Nassau Psychology Dynamic P.C. Child and Adult Neuropsychology 335 Central Ave. 2C Lawrence, NY 11559

[email protected] 516-331-1337 www.Neuropsychdoctor.com

SERVICES INFORMATION AND CONSENT FOR EVALUATION / TREATMENT

Welcome to our practice. This document contains important information about professional services and business policies. Please read it carefully and note any questions the client might have, which can be discussed at the beginning of the appointment. When the client signs this document, it will represent an agreement between the client and Nassau Psychology Dynamic P.C..

PSYCHOLOGICAL SERVICES

Psychotherapy, psychological testing, and neuropsychological testing are not easily described in general statements. The specifics vary depending on the personalities of the psychologist and client and the particular concerns the client brings forward. Several methods may be used to evaluate and treat the issues the client hopes to address. These services differ from a medical doctor visit in that they call for a very active effort on the client’s part. For these services to be successful, it will be necessary for the client (adult or child) to contribute during and sometimes outside of the sessions. The client understands there is no guaranteed, implied or predictable outcome for an evaluation or treatment. The client understands that the psychological services at Nassau Psychology Dynamic P.C. may be provided by a range of mental health professionals, some of whom are in training. All professionals-in-training are supervised by licensed staff. The client understands that while psychological/neuropsychological evaluations and/or psychotherapy may provide significant benefits, they may also pose risks. The evaluations and treatment may elicit uncomfortable thoughts and feelings and may lead to the recall of troubling memories or other emotional, behavioral, and physical reactions.

DEPOSITS

To reserve an evaluation slot, the client must submit a deposit (payment methods are usually specified in the welcome email). This deposit will hold the slot but should not be considered a guarantee of the appointment time, as extenuating circumstances sometimes make it difficult to accommodate the appointment. In such cases, the client will be contacted about rescheduling. Deposits are refundable up to a week before the evaluation. The deposit amount will go to the overall balance for the appointment.

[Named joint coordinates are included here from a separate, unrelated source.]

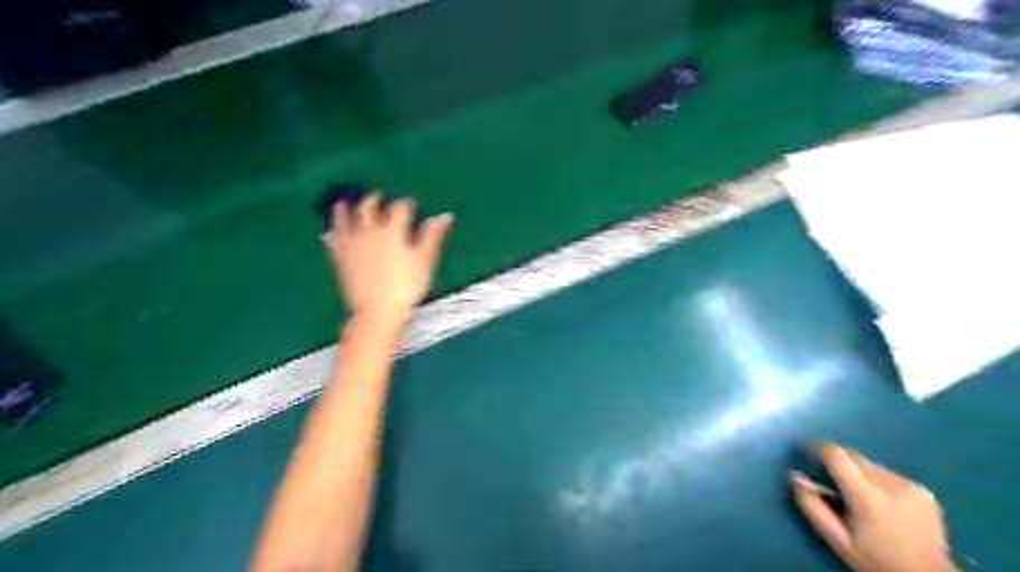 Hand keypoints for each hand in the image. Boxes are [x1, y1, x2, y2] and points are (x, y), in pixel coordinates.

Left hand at [322, 190, 454, 325]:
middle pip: (368, 208)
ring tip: (343, 203)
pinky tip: (327, 232)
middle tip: (377, 196)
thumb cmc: (406, 286)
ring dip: (344, 210)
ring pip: (345, 220)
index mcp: (392, 231)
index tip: (410, 202)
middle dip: (374, 200)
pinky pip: (333, 241)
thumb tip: (444, 216)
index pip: (399, 209)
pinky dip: (331, 235)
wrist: (377, 310)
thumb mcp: (425, 261)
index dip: (406, 203)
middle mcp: (369, 231)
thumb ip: (432, 236)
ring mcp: (352, 244)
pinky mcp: (340, 258)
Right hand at [791, 446, 961, 571]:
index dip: (818, 449)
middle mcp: (890, 483)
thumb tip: (794, 476)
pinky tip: (883, 505)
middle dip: (837, 463)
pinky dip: (877, 482)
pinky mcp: (923, 490)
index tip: (807, 454)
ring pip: (870, 464)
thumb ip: (813, 507)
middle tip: (832, 485)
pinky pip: (889, 474)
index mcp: (867, 496)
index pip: (836, 454)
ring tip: (858, 498)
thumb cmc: (876, 561)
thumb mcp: (837, 540)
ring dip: (858, 473)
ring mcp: (910, 486)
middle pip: (852, 455)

MISSED SESSIONS/CANCELLATIONS

Once an appointment is scheduled, the client will be expected to pay for it unless the client provides 48 hours advance notice of cancellation. If it is possible, we will try to find another time to reschedule the appointment. The client can stop the evaluation or treatment at any time but will still owe the entire balance of the evaluation or treatment sessions.

BILLING AND PAYMENTS

The client is expected to pay half of the balance for evaluations and the entire balance for therapy and consultations before the session. This can be submitted by cash, check, Quickpay, Paypal, or Venmo at the beginning of a session. The entire balance for the evaluation is due before any feedback or report. Evaluations range in their fee structure and depend on individual case details. Hourly therapy and consultation rates are generally $250-$400 per session, but the rate may vary depending on the specific service. Phone calls longer than 5 minutes will be charged on a prorated basis.

INSURANCE REIMBURSEMENT

As our clinicians are licensed clinical psychologists in Florida and New York, clients can sometimes obtain partial reimbursement with out-of-network benefits in their insurance plan. Importantly, the client is responsible for determining if they have these benefits and for any necessary actions to access these benefits. Our clinicians will complete the forms needed for these benefits, within reason, but we do not contact insurance companies on behalf of our clients. The client (not the client’s insurance company) is responsible for the full payment of fees at the time of service. The client should carefully read the section in their insurance coverage booklet (or website) that describes mental health (aka “behavioral health”) services. If clients have questions about the coverage, they should contact their plan’s administrator. We will provide the client with whatever information we can based on our experience. We will be happy to help the client understand the information the client receives from the client’s insurance company. Still, we are not responsible for the accuracy of the information about insurance and coverage as this is not our focus.

CONTACTING US

Our neuropsychologists are often not immediately available by telephone. When unavailable, their telephones are answered by voicemail and are usually monitored frequently. We will make every effort to return calls as soon as possible during the workweek. If it is difficult to reach the client, please inform us of some times when the client will be available. If it is a simple matter such as scheduling that can be easily addressed, the client may also reach our office via email ([email protected]), and we will try to reply to the client by email on the same day except on weekends and holidays. If the client is unable to reach us and feels that they cannot wait, they should contact their family physician or go to the nearest emergency room and ask for the psychologist or psychiatrist on call. If, for any reason, we are unavailable for an extended time, we will try to provide the client with information about whom to contact if necessary.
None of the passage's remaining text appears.